Avoids aliasing but introduces frequency warping (non-linear mapping
of analog to digital frequencies).
Must pre-warp analog filter specifications.
◦ Analog Filter Prototypes: Butterworth, Chebyshev (Type I & II), Elliptic.
Butterworth: Maximally flat response in passband, monotonic rolloff.
Chebyshev: Equiripple in passband (Type I) or stopband (Type II),
steeper rolloff.
Elliptic: Equiripple in both passband and stopband, steepest rolloff for
given order.
7. Filter Structures
• Direct Form I & II: Basic implementations from difference equations.
◦ Direct Form II is canonical (uses fewer delay elements).
• Cascade Form: Connecting lower-order sections in series.
◦ Used for higher-order filters, can improve numerical stability.
• Parallel Form: Connecting lower-order sections in parallel (for IIR filters,
using partial fraction expansion).
◦ Used for IIR filters, can improve numerical stability.

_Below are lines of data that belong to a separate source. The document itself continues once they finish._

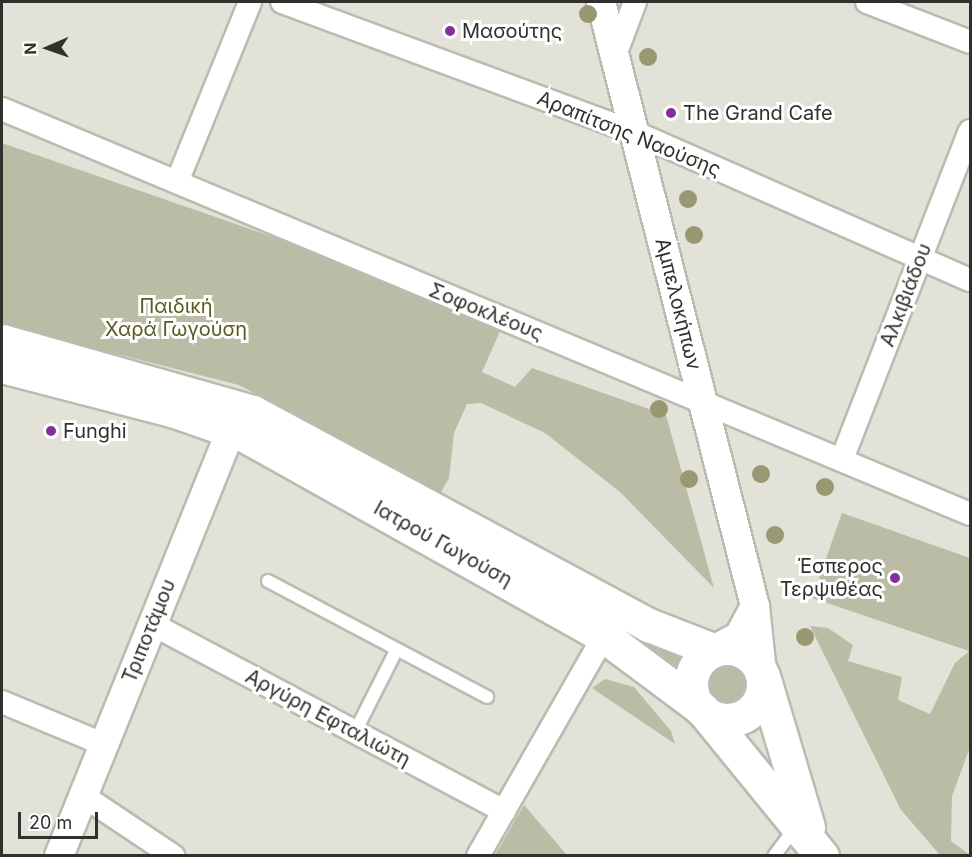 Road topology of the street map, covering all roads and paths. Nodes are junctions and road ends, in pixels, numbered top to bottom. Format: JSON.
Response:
{"nodes":[{"id":1,"x":250,"y":2,"type":"edge"},
{"id":2,"x":282,"y":2,"type":"edge"},
{"id":3,"x":601,"y":2,"type":"edge"},
{"id":4,"x":635,"y":2,"type":"edge"},
{"id":5,"x":867,"y":2,"type":"edge"},
{"id":6,"x":970,"y":42,"type":"edge"},
{"id":7,"x":615,"y":55,"type":"junction"},
{"id":8,"x":2,"y":109,"type":"edge"},
{"id":9,"x":970,"y":130,"type":"edge"},
{"id":10,"x":634,"y":132,"type":"junction"},
{"id":11,"x":177,"y":182,"type":"junction"},
{"id":12,"x":920,"y":259,"type":"junction"},
{"id":13,"x":970,"y":280,"type":"edge"},
{"id":14,"x":2,"y":341,"type":"edge"},
{"id":15,"x":2,"y":366,"type":"edge"},
{"id":16,"x":702,"y":400,"type":"junction"},
{"id":17,"x":236,"y":419,"type":"junction"},
{"id":18,"x":842,"y":459,"type":"junction"},
{"id":19,"x":970,"y":514,"type":"edge"},
{"id":20,"x":268,"y":581,"type":"dead end"},
{"id":21,"x":755,"y":606,"type":"junction"},
{"id":22,"x":152,"y":624,"type":"junction"},
{"id":23,"x":604,"y":636,"type":"junction"},
{"id":24,"x":713,"y":650,"type":"junction"},
{"id":25,"x":396,"y":651,"type":"junction"},
{"id":26,"x":762,"y":673,"type":"junction"},
{"id":27,"x":487,"y":697,"type":"dead end"},
{"id":28,"x":2,"y":702,"type":"edge"},
{"id":29,"x":702,"y":709,"type":"junction"},
{"id":30,"x":355,"y":732,"type":"junction"},
{"id":31,"x":103,"y":744,"type":"junction"},
{"id":32,"x":82,"y":795,"type":"junction"},
{"id":33,"x":504,"y":811,"type":"junction"},
{"id":34,"x":811,"y":840,"type":"edge"},
{"id":35,"x":775,"y":854,"type":"edge"},
{"id":36,"x":59,"y":855,"type":"edge"},
{"id":37,"x":173,"y":855,"type":"edge"},
{"id":38,"x":478,"y":855,"type":"edge"}],
"edges":[{"from":1,"to":11,"type":"street"},
{"from":2,"to":10,"type":"street","name":"Αραπίτσης Ναούσης"},
{"from":3,"to":7,"type":"street","name":"Αμπελοκήπων"},
{"from":4,"to":7,"type":"street"},
{"from":5,"to":6,"type":"street"},
{"from":7,"to":10,"type":"street","name":"Αμπελοκήπων"},
{"from":8,"to":11,"type":"street","name":"Σοφοκλέους"},
{"from":9,"to":12,"type":"street","name":"Αλκιβιάδου"},
{"from":10,"to":12,"type":"street","name":"Αραπίτσης Ναούσης"},
{"from":10,"to":16,"type":"street","name":"Αμπελοκήπων"},
{"from":11,"to":16,"type":"street","name":"Σοφοκλέους"},
{"from":12,"to":13,"type":"street","name":"Αραπίτσης Ναούσης"},
{"from":12,"to":18,"type":"street","name":"Αλκιβιάδου"},
{"from":14,"to":17,"type":"main road","name":"Ιατρού Γωγούση"},
{"from":15,"to":17,"type":"main road","name":"Ιατρού Γωγούση"},
{"from":16,"to":18,"type":"street","name":"Σοφοκλέους"},
{"from":16,"to":21,"type":"street","name":"Αμπελοκήπων"},
{"from":17,"to":22,"type":"street","name":"Τριποτάμου"},
{"from":17,"to":23,"type":"main road","name":"Ιατρού Γωγούση"},
{"from":17,"to":24,"type":"main road","name":"Ιατρού Γωγούση"},
{"from":18,"to":19,"type":"street","name":"Σοφοκλέους"},
{"from":20,"to":25,"type":"lane"},
{"from":21,"to":24,"type":"street"},
{"from":21,"to":26,"type":"street","name":"Αμπελοκήπων"},
{"from":22,"to":30,"type":"street","name":"Αργύρη Εφταλιώτη"},
{"from":22,"to":31,"type":"street","name":"Τριποτάμου"},
{"from":23,"to":29,"type":"main road","name":"Ιατρού Γωγούση"},
{"from":23,"to":33,"type":"street"},
{"from":24,"to":26,"type":"main road"},
{"from":24,"to":29,"type":"main road"},
{"from":25,"to":27,"type":"lane"},
{"from":25,"to":30,"type":"lane"},
{"from":26,"to":29,"type":"main road"},
{"from":26,"to":34,"type":"main road"},
{"from":28,"to":31,"type":"street"},
{"from":29,"to":34,"type":"main road","name":"Ιατρού Γωγούση"},
{"from":30,"to":33,"type":"street","name":"Αργύρη Εφταλιώτη"},
{"from":31,"to":32,"type":"street","name":"Τριποτάμου"},
{"from":32,"to":36,"type":"street","name":"Τριποτάμου"},
{"from":32,"to":37,"type":"street"},
{"from":33,"to":38,"type":"street"},
{"from":34,"to":35,"type":"lane"}]} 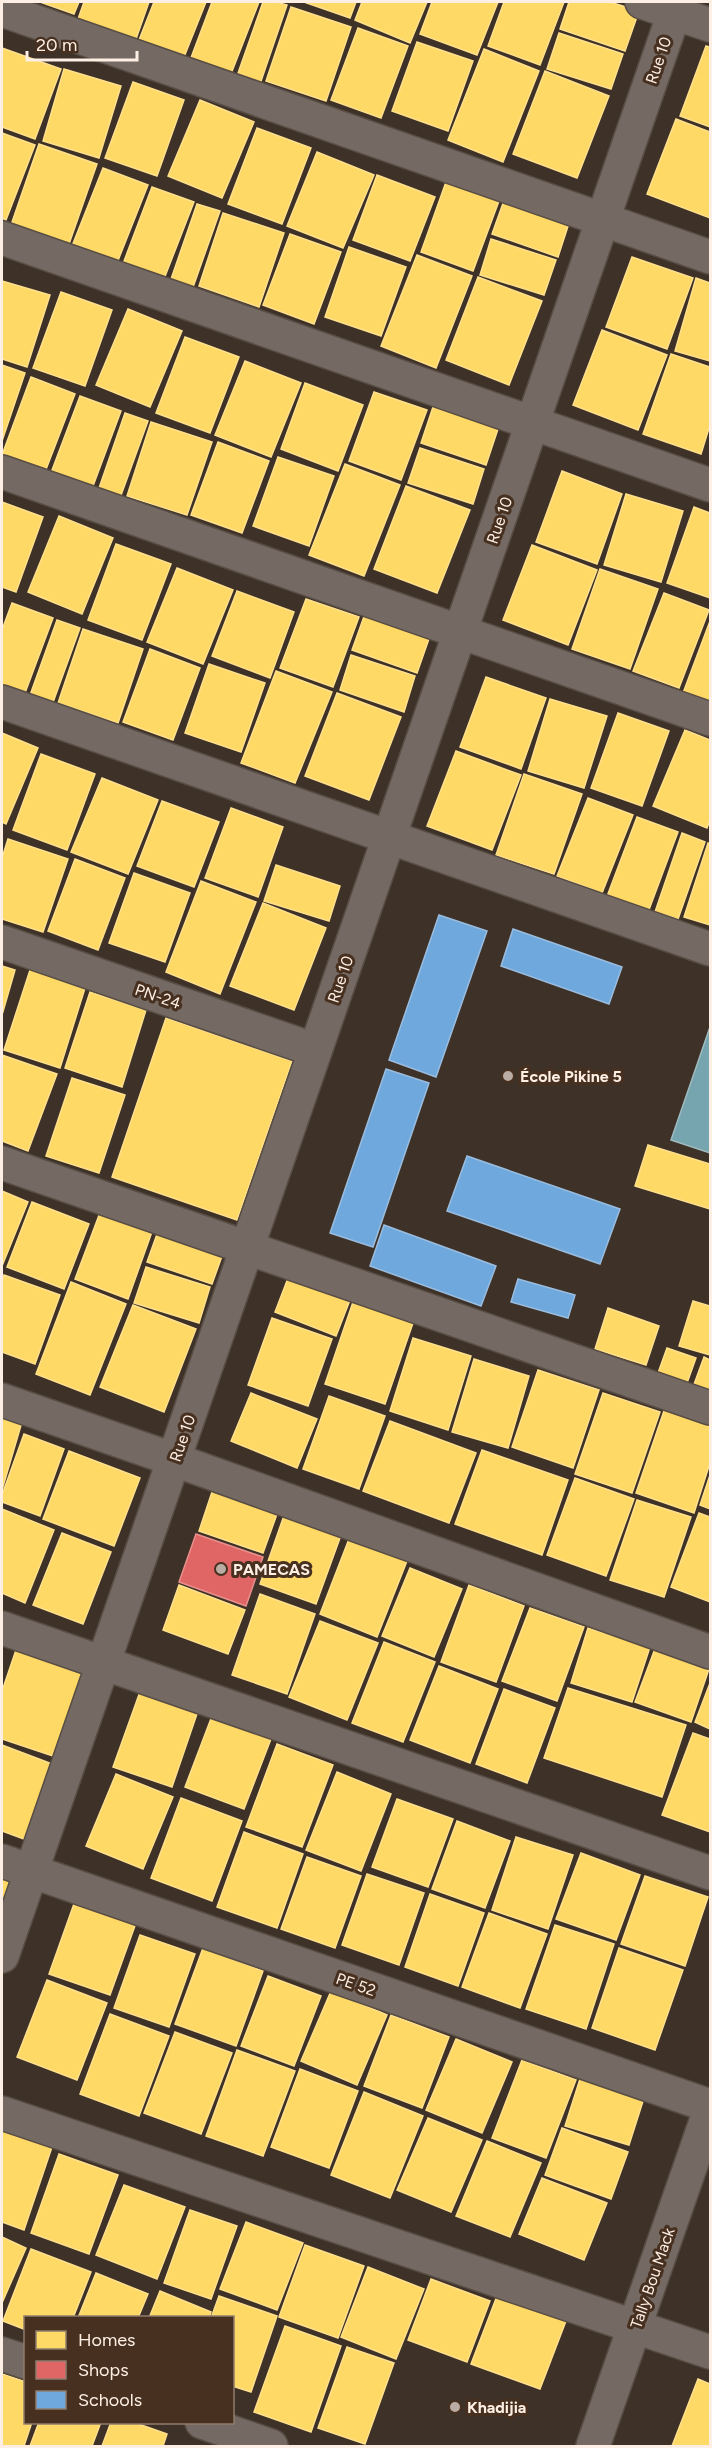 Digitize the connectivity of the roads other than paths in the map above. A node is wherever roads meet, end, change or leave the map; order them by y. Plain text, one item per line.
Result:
1 (642, 2) edge
2 (676, 7) edge
3 (2, 9) edge
4 (711, 25) edge
5 (603, 219) junction
6 (2, 238) edge
7 (711, 257) edge
8 (532, 423) junction
9 (2, 472) edge
10 (711, 485) edge
11 (460, 632) junction
12 (2, 702) edge
13 (711, 719) edge
14 (389, 837) junction
15 (2, 942) edge
16 (711, 949) edge
17 (315, 1050) junction
18 (2, 1163) edge
19 (247, 1248) junction
20 (2, 1400) edge
21 (711, 1408) edge
22 (175, 1460) junction
23 (2, 1628) edge
24 (711, 1652) edge
25 (103, 1663) junction
26 (16, 1866) edge
27 (711, 1873) edge
28 (2, 1956) edge
29 (711, 2108) edge
30 (2, 2113) edge
31 (636, 2325) junction
32 (711, 2352) edge
33 (2, 2354) edge
34 (24, 2361) edge
35 (208, 2424) edge
36 (271, 2446) edge
37 (593, 2446) edge

1 - 2 street
2 - 4 street
2 - 5 street, Rue 10
3 - 5 street
5 - 7 street
5 - 8 street, Rue 10
6 - 8 street
8 - 10 street
8 - 11 street, Rue 10
9 - 11 street
11 - 13 street
11 - 14 street, Rue 10
12 - 14 street
14 - 16 street
14 - 17 street, Rue 10
15 - 17 street, PN-24
17 - 19 street, Rue 10
18 - 19 street
19 - 21 street
19 - 22 street, Rue 10
20 - 22 street
22 - 24 street
22 - 25 street, Rue 10
23 - 25 street
25 - 26 street, Rue 10
25 - 27 street
26 - 28 street, Rue 10
26 - 29 street, PE 52
29 - 31 street, Tally Bou Mack
30 - 31 street
31 - 32 street
31 - 37 street, Tally Bou Mack
33 - 34 street
35 - 36 street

• Lattice Structures: Specialized structures, particularly useful in adaptive
filtering and speech processing.
8. Multirate Digital Signal Processing
• Decimation (Downsampling): Reducing the sampling rate of a DT
signal.
◦ x_d[m] = x[mM] where M is the decimation factor (M > 1).
◦ Requires an anti-aliasing (decimation) low-pass filter before downsampling
to prevent aliasing.
• Interpolation (Upsampling): Increasing the sampling rate of a DT
signal.
◦ x_e[n] = {x[n/L] if n is a multiple of L, 0 otherwise}. L is the interpolation
factor (L > 1).
◦ Followed by an interpolation (reconstruction) low-pass filter to smooth the
signal.
• Applications: Sample rate conversion, subband coding, filter banks,
efficient implementation of narrow-band filters.
9. Quantization Effects
• Quantization: Converting continuous amplitude values to discrete levels.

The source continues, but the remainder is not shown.